Different Status Codes
Every error page displayed on the web is an HTTP status code sent by the web server. These status codes come in a format of 3 digit numbers. The first digit in the number marks the class of status code:
- 1XX status codes have informational purposes
- 2XX indicates success
- 3XX is for redirection
None of these three classes result in an HTML error page as in this cases the client knows what to do and goes on with the task without hesitation. What we usually see are the 4XX and 5XX kind:
- 4XX represent client-side errors
- 5XXs indicate problems on the server side
HTML error pages are displayed in these cases because the client has no idea about what how to move on.
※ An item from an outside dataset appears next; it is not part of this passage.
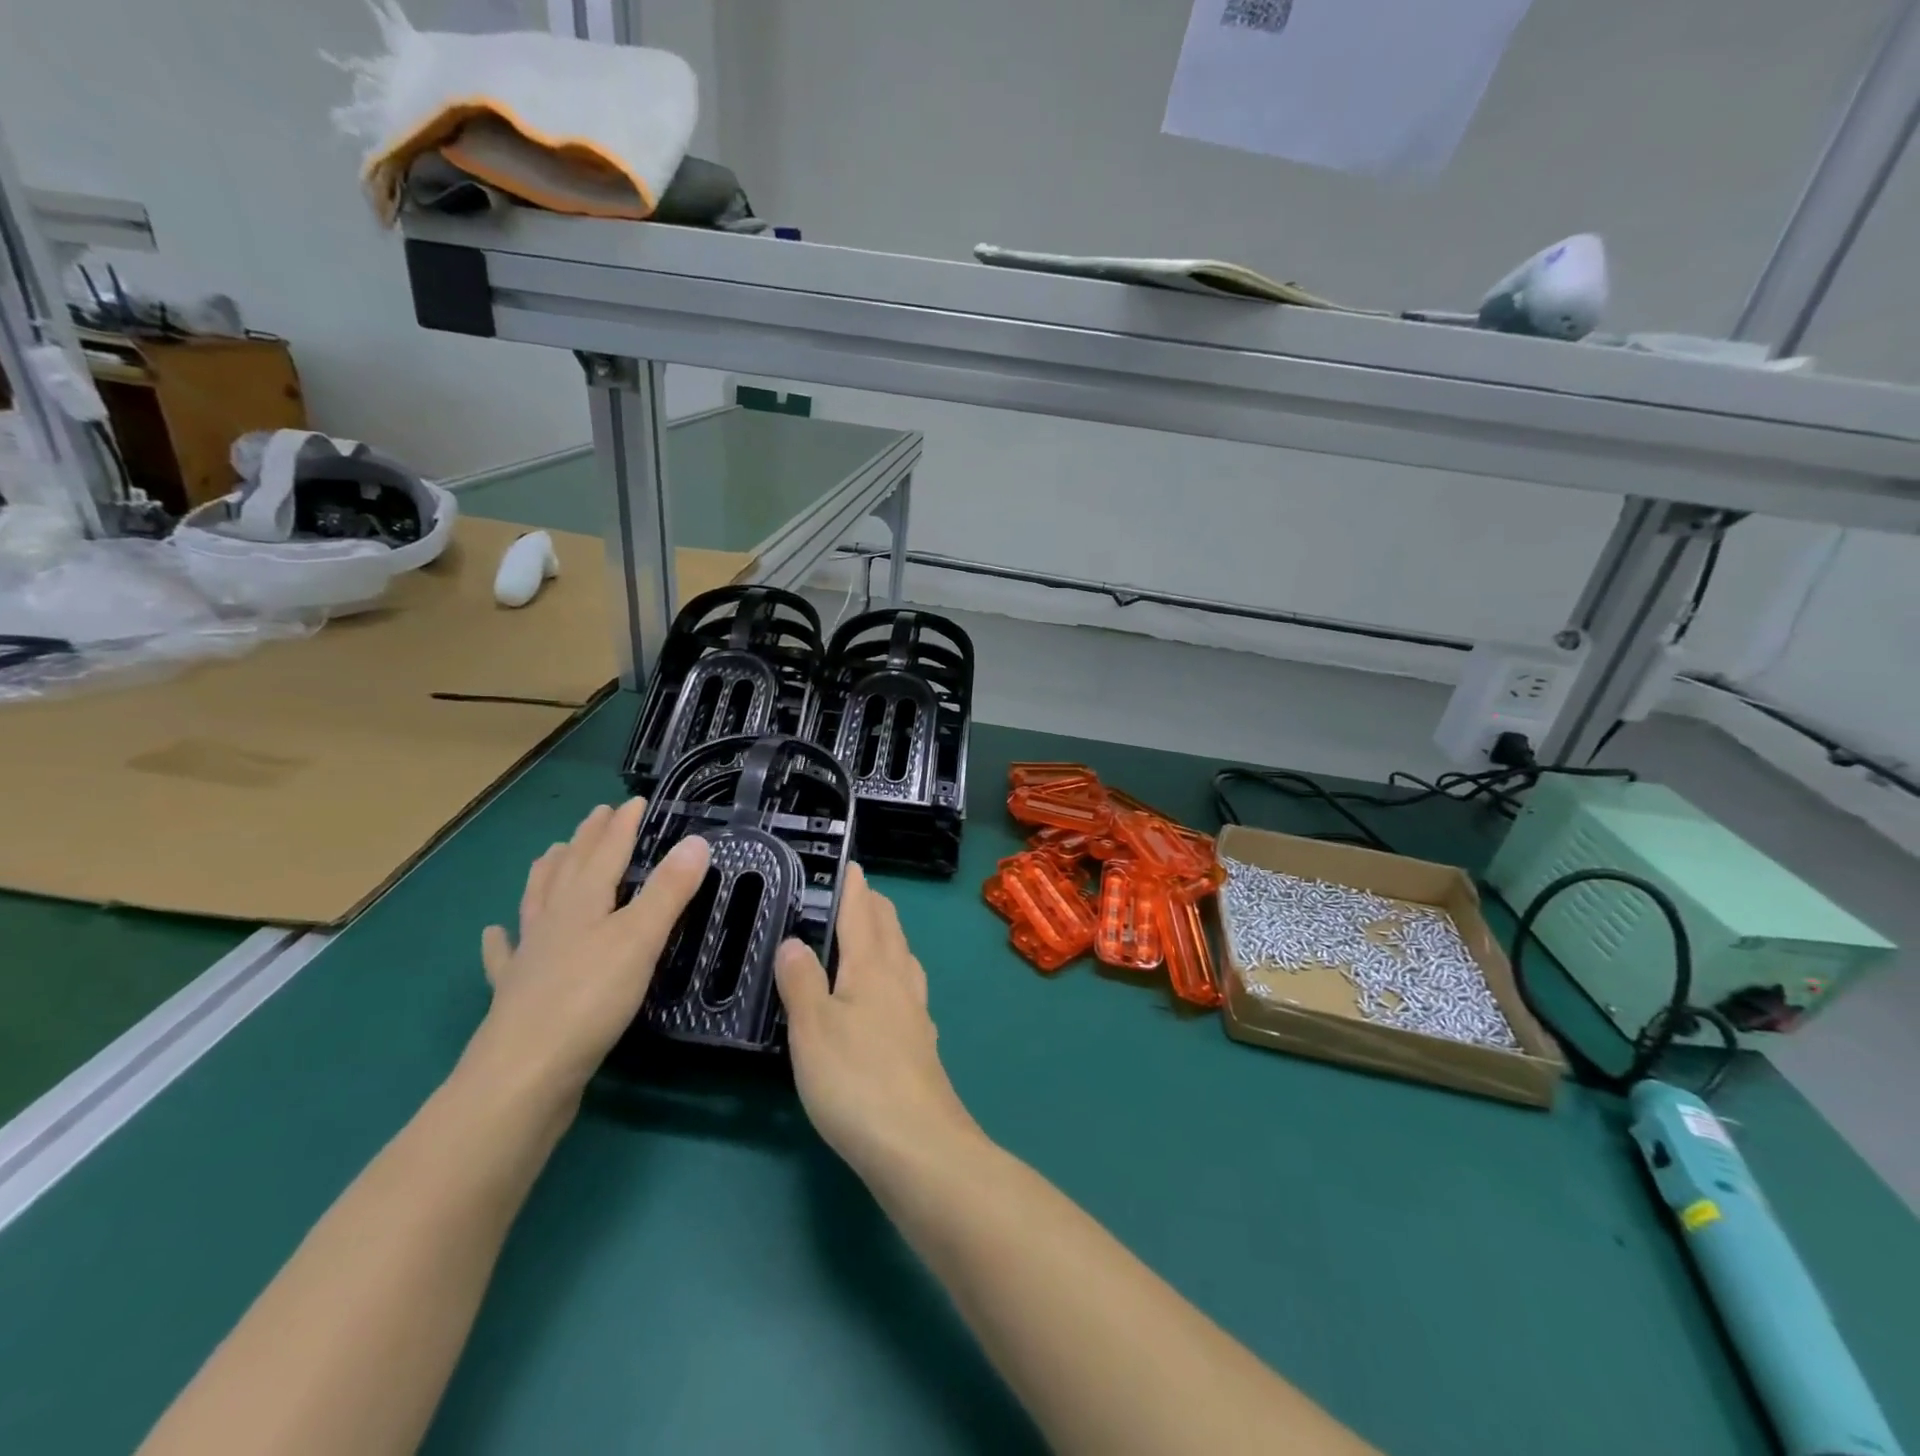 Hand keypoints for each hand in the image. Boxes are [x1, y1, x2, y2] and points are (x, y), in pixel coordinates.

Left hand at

Let’s see what happens in the background when something goes south and what you can do about it.
1. 400 – Bad Request
Whenever the client sends a request the server is unable to understand, the 400 Bad Request error page shows up. It usually happens when the data sent by the browser doesn’t respect the rules of the HTTP protocol, so the web server is clueless about how to process a request containing a malformed syntax.
2. 401 – Authorization Required
When there’s a password-protected web page behind the client’s request, the server responds with a 401 Authorization Required code. 401 doesn’t return a classical error message at once, but a popup that asks the user to provide a login-password combination.
3. 403 – Forbidden
You can encounter the 403 Forbidden error page when the server understands the client’s request clearly, but for some reasons refuses to fulfil it. This is neither a malformation nor an authorization problem. By returning the 403 status code the server basically rejects the client with a big loud “No” without any explanation.
4. 404 – Not Found
404 is the most well-known HTTP status code out there, and you have surely read many great posts about how to customize 404 pages. The browser returns a 404 HTML page when the server doesn’t find anything on the requested location.